[Start of Attachment]
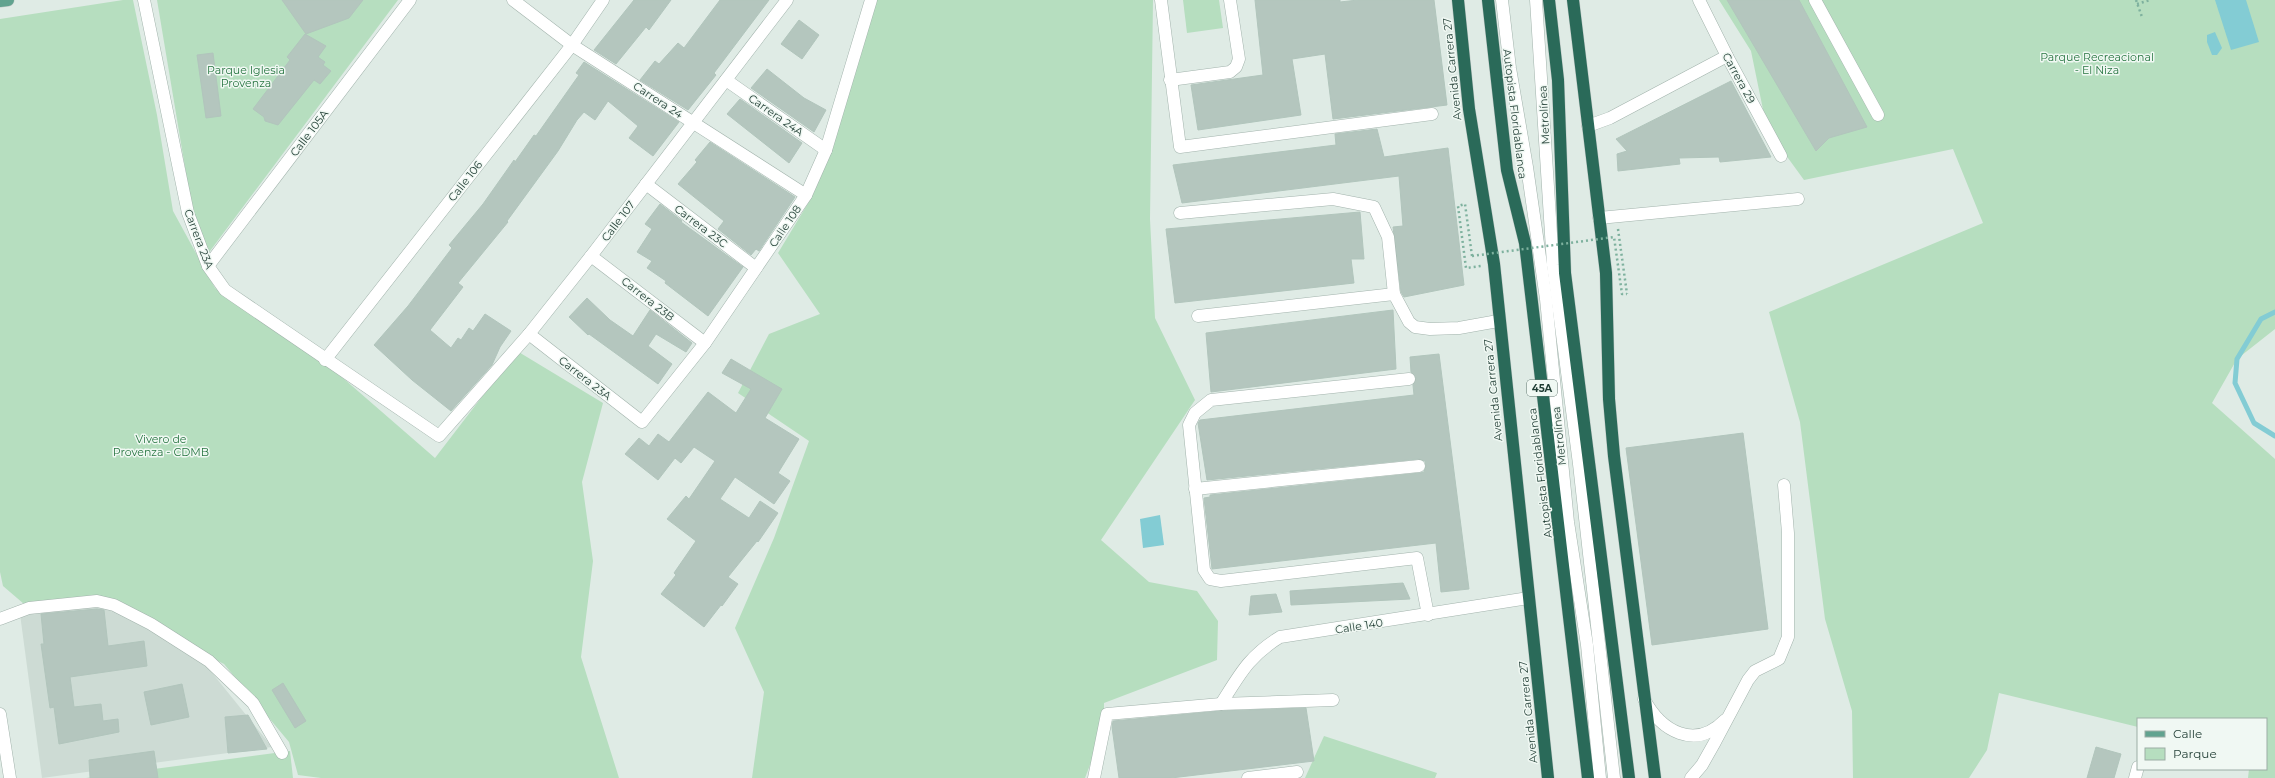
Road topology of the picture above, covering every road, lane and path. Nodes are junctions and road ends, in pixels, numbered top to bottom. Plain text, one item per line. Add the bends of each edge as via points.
1 (8, 0) edge
2 (144, 0) edge
3 (410, 0) edge
4 (513, 0) edge
5 (603, 0) edge
6 (787, 0) edge
7 (871, 0) edge
8 (1161, 0) edge
9 (1230, 0) edge
10 (1458, 0) edge
11 (1488, 0) edge
12 (1502, 0) edge
13 (1536, 0) edge
14 (1548, 0) edge
15 (1572, 0) edge
16 (1699, 0) edge
17 (1815, 0) edge
18 (2136, 0) edge
19 (2150, 0) edge
20 (0, 1) edge
21 (2137, 4) junction
22 (2142, 17) dead end
23 (572, 45) junction
24 (1727, 56) junction
25 (726, 80) junction
26 (1170, 80) junction
27 (1432, 114) dead end
28 (1878, 115) dead end
29 (694, 124) junction
30 (1588, 126) junction
31 (826, 150) junction
32 (1781, 156) dead end
33 (646, 184) junction
34 (806, 195) junction
35 (1798, 199) dead end
36 (1180, 213) dead end
37 (1599, 218) junction
38 (1619, 232) dead end
39 (591, 256) junction
40 (208, 266) junction
41 (756, 268) junction
42 (1466, 268) dead end
43 (1394, 294) junction
44 (1198, 316) dead end
45 (1498, 320) junction
46 (529, 334) junction
47 (704, 343) junction
48 (325, 360) junction
49 (1409, 379) dead end
50 (642, 422) joint
51 (440, 436) joint
52 (1420, 466) dead end
53 (1784, 485) dead end
54 (1195, 489) junction
55 (1528, 598) junction
56 (1428, 615) junction
57 (0, 619) edge
58 (1643, 696) junction
59 (1333, 700) dead end
60 (1221, 704) junction
61 (1733, 712) junction
62 (0, 714) edge
63 (282, 753) dead end
64 (1297, 772) dead end
65 (10, 778) edge
66 (1094, 778) edge
67 (1248, 778) edge
68 (1548, 778) edge
69 (1588, 778) edge
70 (1600, 778) edge
71 (1614, 778) edge
72 (1629, 778) edge
73 (1655, 778) edge
74 (1691, 778) edge

1 - 20 main road
2 - 40 street, Carrera 23A via 188,213
3 - 40 street, Calle 105A
4 - 23 street, Carrera 24
5 - 23 street, Calle 106
6 - 25 street, Calle 107
7 - 31 street, Calle 108
8 - 26 street
9 - 26 street via 1239,59 1236,67 1230,72
10 - 45 highway, Avenida Carrera 27 via 1469,109 1494,264
11 - 69 highway, Autopista Floridablanca / 45A via 1507,170 1525,243
12 - 70 street, Metrolínea via 1510,68 1546,298 1568,522 1586,645
13 - 71 street, Metrolínea via 1553,265 1579,464
14 - 72 highway via 1558,80 1566,273
15 - 30 highway
16 - 24 street, Carrera 29
17 - 28 street
18 - 21 path
19 - 21 path
21 - 22 path
23 - 29 street, Carrera 24
23 - 48 street, Calle 106
24 - 30 street via 1610,118
24 - 32 street, Carrera 29
25 - 29 street, Calle 107
25 - 31 street, Carrera 24A
26 - 27 street via 1180,147
29 - 33 street, Calle 107
29 - 34 street, Carrera 24
30 - 37 highway
31 - 34 street, Calle 108
33 - 39 street, Calle 107
33 - 41 street, Carrera 23C
34 - 41 street, Calle 108
35 - 37 street
36 - 43 street via 1333,199 1374,208 1388,237
37 - 58 highway via 1606,273 1609,399 1614,456
38 - 42 path, bridge via 1627,294 1622,294 1614,237 1472,256 1465,204 1458,206
39 - 46 street, Calle 107
39 - 47 street, Carrera 23B
40 - 48 street, Carrera 23A via 225,290
41 - 47 street, Calle 108
43 - 44 street
43 - 45 street via 1409,322 1415,327 1459,328
45 - 55 highway, Avenida Carrera 27
46 - 50 street, Carrera 23A
46 - 51 street, Calle 107
47 - 50 street, Calle 108
48 - 51 street, Carrera 23A
49 - 54 street via 1211,400 1195,413 1189,425
52 - 54 street
53 - 61 street via 1788,533 1788,638 1779,659 1751,675
54 - 56 street via 1204,570 1210,578 1221,581 1417,558
55 - 56 street, Calle 140
55 - 68 highway, Avenida Carrera 27
56 - 60 street, Calle 140 via 1280,638 1260,650 1242,671
57 - 63 street via 28,608 97,601 114,605 151,624 209,661 253,703
58 - 61 street via 1660,721 1682,734 1695,736 1708,732 1719,726
58 - 73 highway
59 - 60 street
60 - 66 street via 1108,714
61 - 74 street via 1702,765
62 - 65 street
64 - 67 street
[End of Attachment]
# Required work
Drop the pictures and copy the data exactly.

# Response
Road topology of the picture above, covering every road, lane and path. Nodes are junctions and road ends, in pixels, numbered top to bottom. Plain text, one item per line. Add the bends of each edge as via points.
1 (8, 0) edge
2 (144, 0) edge
3 (410, 0) edge
4 (513, 0) edge
5 (603, 0) edge
6 (787, 0) edge
7 (871, 0) edge
8 (1161, 0) edge
9 (1230, 0) edge
10 (1458, 0) edge
11 (1488, 0) edge
12 (1502, 0) edge
13 (1536, 0) edge
14 (1548, 0) edge
15 (1572, 0) edge
16 (1699, 0) edge
17 (1815, 0) edge
18 (2136, 0) edge
19 (2150, 0) edge
20 (0, 1) edge
21 (2137, 4) junction
22 (2142, 17) dead end
23 (572, 45) junction
24 (1727, 56) junction
25 (726, 80) junction
26 (1170, 80) junction
27 (1432, 114) dead end
28 (1878, 115) dead end
29 (694, 124) junction
30 (1588, 126) junction
31 (826, 150) junction
32 (1781, 156) dead end
33 (646, 184) junction
34 (806, 195) junction
35 (1798, 199) dead end
36 (1180, 213) dead end
37 (1599, 218) junction
38 (1619, 232) dead end
39 (591, 256) junction
40 (208, 266) junction
41 (756, 268) junction
42 (1466, 268) dead end
43 (1394, 294) junction
44 (1198, 316) dead end
45 (1498, 320) junction
46 (529, 334) junction
47 (704, 343) junction
48 (325, 360) junction
49 (1409, 379) dead end
50 (642, 422) joint
51 (440, 436) joint
52 (1420, 466) dead end
53 (1784, 485) dead end
54 (1195, 489) junction
55 (1528, 598) junction
56 (1428, 615) junction
57 (0, 619) edge
58 (1643, 696) junction
59 (1333, 700) dead end
60 (1221, 704) junction
61 (1733, 712) junction
62 (0, 714) edge
63 (282, 753) dead end
64 (1297, 772) dead end
65 (10, 778) edge
66 (1094, 778) edge
67 (1248, 778) edge
68 (1548, 778) edge
69 (1588, 778) edge
70 (1600, 778) edge
71 (1614, 778) edge
72 (1629, 778) edge
73 (1655, 778) edge
74 (1691, 778) edge

1 - 20 main road
2 - 40 street, Carrera 23A via 188,213
3 - 40 street, Calle 105A
4 - 23 street, Carrera 24
5 - 23 street, Calle 106
6 - 25 street, Calle 107
7 - 31 street, Calle 108
8 - 26 street
9 - 26 street via 1239,59 1236,67 1230,72
10 - 45 highway, Avenida Carrera 27 via 1469,109 1494,264
11 - 69 highway, Autopista Floridablanca / 45A via 1507,170 1525,243
12 - 70 street, Metrolínea via 1510,68 1546,298 1568,522 1586,645
13 - 71 street, Metrolínea via 1553,265 1579,464
14 - 72 highway via 1558,80 1566,273
15 - 30 highway
16 - 24 street, Carrera 29
17 - 28 street
18 - 21 path
19 - 21 path
21 - 22 path
23 - 29 street, Carrera 24
23 - 48 street, Calle 106
24 - 30 street via 1610,118
24 - 32 street, Carrera 29
25 - 29 street, Calle 107
25 - 31 street, Carrera 24A
26 - 27 street via 1180,147
29 - 33 street, Calle 107
29 - 34 street, Carrera 24
30 - 37 highway
31 - 34 street, Calle 108
33 - 39 street, Calle 107
33 - 41 street, Carrera 23C
34 - 41 street, Calle 108
35 - 37 street
36 - 43 street via 1333,199 1374,208 1388,237
37 - 58 highway via 1606,273 1609,399 1614,456
38 - 42 path, bridge via 1627,294 1622,294 1614,237 1472,256 1465,204 1458,206
39 - 46 street, Calle 107
39 - 47 street, Carrera 23B
40 - 48 street, Carrera 23A via 225,290
41 - 47 street, Calle 108
43 - 44 street
43 - 45 street via 1409,322 1415,327 1459,328
45 - 55 highway, Avenida Carrera 27
46 - 50 street, Carrera 23A
46 - 51 street, Calle 107
47 - 50 street, Calle 108
48 - 51 street, Carrera 23A
49 - 54 street via 1211,400 1195,413 1189,425
52 - 54 street
53 - 61 street via 1788,533 1788,638 1779,659 1751,675
54 - 56 street via 1204,570 1210,578 1221,581 1417,558
55 - 56 street, Calle 140
55 - 68 highway, Avenida Carrera 27
56 - 60 street, Calle 140 via 1280,638 1260,650 1242,671
57 - 63 street via 28,608 97,601 114,605 151,624 209,661 253,703
58 - 61 street via 1660,721 1682,734 1695,736 1708,732 1719,726
58 - 73 highway
59 - 60 street
60 - 66 street via 1108,714
61 - 74 street via 1702,765
62 - 65 street
64 - 67 street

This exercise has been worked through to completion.